The Portable Document Format is one of the more ubiquitous document types both on the Web and on personal devices, and can be used for distributing manuals, brochures, and most other formatted documents.
However, until now Firefox, one of the more popular Web browsers, in part due to its availability on OS X, Windows, and Linux, has not had a built-in PDF reader. Instead, to open PDFs it's been necessary to either install a browser plug-in or download the PDFs and open them in a managing program like Apple's Preview.
However, in the latest version of Firefox, Mozilla has included a native PDF viewer that ought to make possible quick and complete viewing of PDFs without the need for other programs and plug-ins.

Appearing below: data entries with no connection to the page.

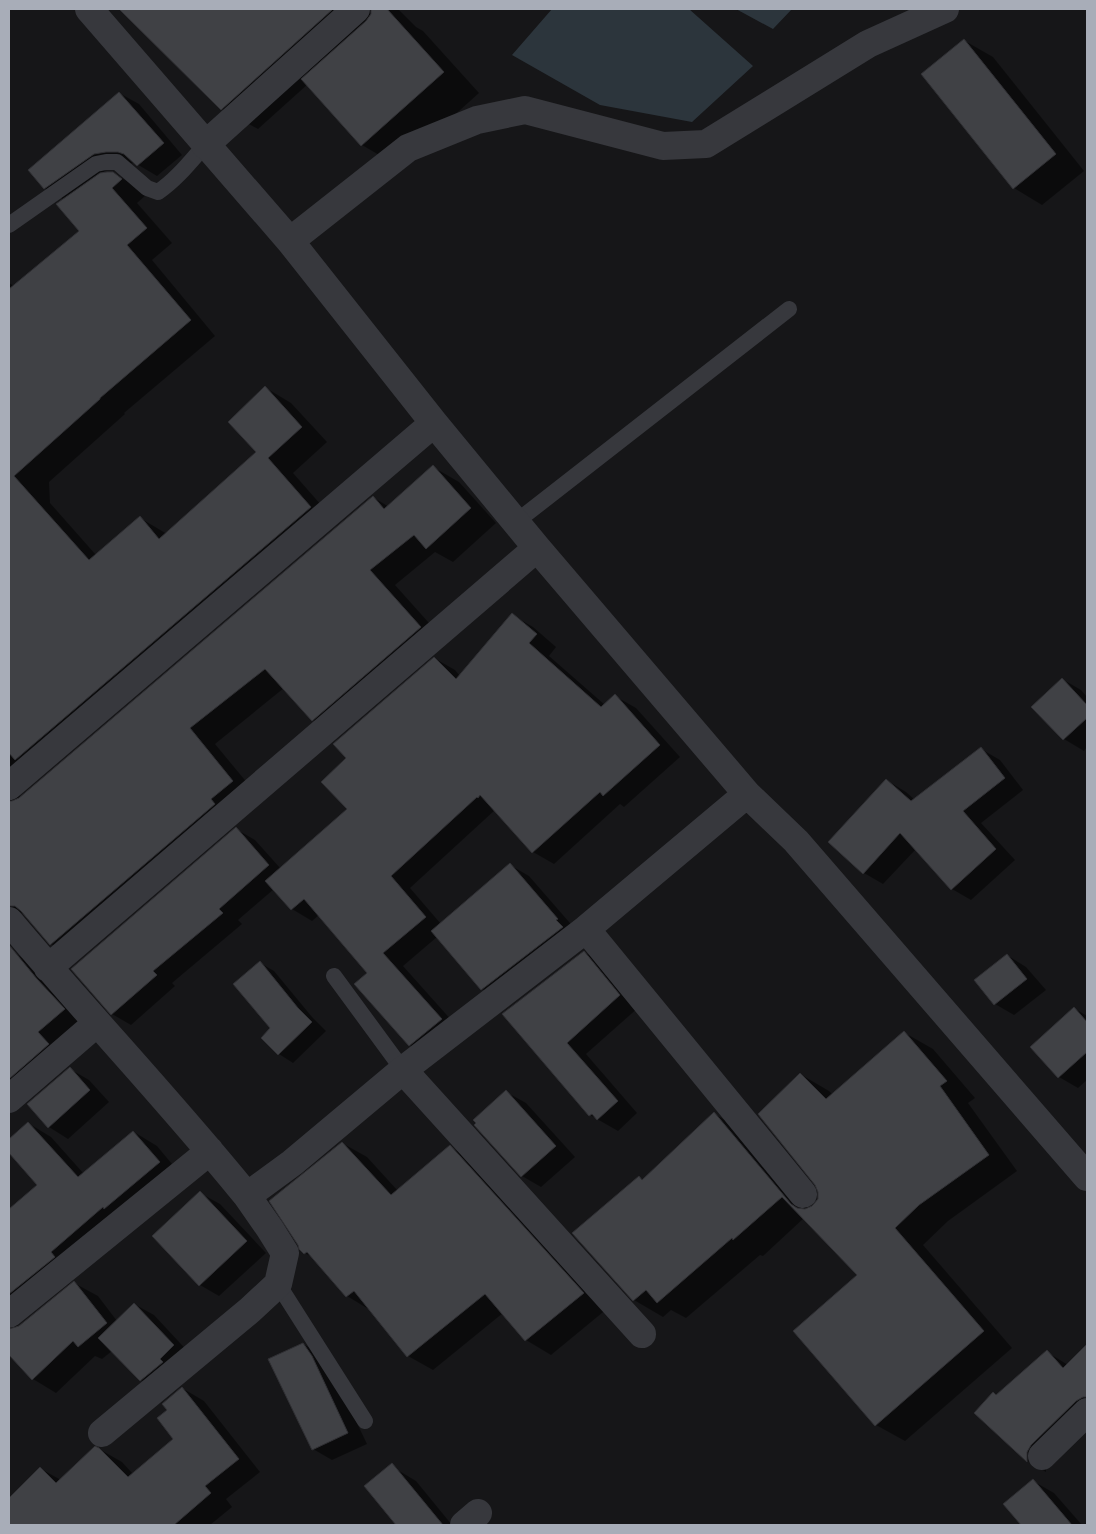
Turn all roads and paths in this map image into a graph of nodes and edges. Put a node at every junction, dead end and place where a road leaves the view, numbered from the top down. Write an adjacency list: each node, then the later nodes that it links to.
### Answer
1 (89, 9): 4 (street)
2 (356, 9): 4 (street)
3 (945, 9): 6 (street)
4 (206, 145): 5 (lane); 6 (street)
5 (9, 224)
6 (290, 241): 8 (street)
7 (789, 309): 9 (lane)
8 (434, 423): 9 (street); 11 (street)
9 (516, 522): 10 (street)
10 (538, 548): 12 (street); 15 (street)
11 (9, 786)
12 (747, 794): 14 (street); 21 (street)
13 (9, 921): 15 (street)
14 (586, 929): 18 (street); 22 (street)
15 (48, 968): 17 (street)
16 (334, 976): 18 (lane)
17 (97, 1023): 19 (street); 20 (street)
18 (403, 1070): 23 (street); 26 (street)
19 (9, 1099)
20 (210, 1151): 23 (street); 25 (street)
21 (1083, 1164)
22 (803, 1194)
23 (246, 1196): 24 (street)
24 (278, 1284): 28 (lane); 29 (street)
25 (9, 1314)
26 (642, 1334)
27 (1087, 1412): 30 (street)
28 (365, 1421)
29 (102, 1434)
30 (1042, 1456)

In Firefox 19, released this morning, if you open a PDF either from a Web link or from your hard drive, it will appear in the browser in a simple but efficient interface that has options for zooming (manually or automatically), viewing a PDF in a full-screen presentation mode, navigating to specific pages by number, and scrolling through thumbnails of the loaded document.
If you are a Firefox user then chances are that you have Adobe's Reader plug-in installed, so if after updating to version 19 you still see the same Adobe PDF interface, try going to the Firefox Add-Ons manager (in the Tools menu) and clicking the option to disable the Adobe Reader plug-in.
While the new reader is a great option, it does lack one feature for Mac users: support for gestures like pinch-zooming, which can be extraordinarily useful for quickly viewing small PDF content. However, a native PDF viewer in the browser is a very welcome and long-awaited addition.
Firefox 19 should automatically download sometime today when you run Firefox, but you can also download the latest version from the Mozilla Web page.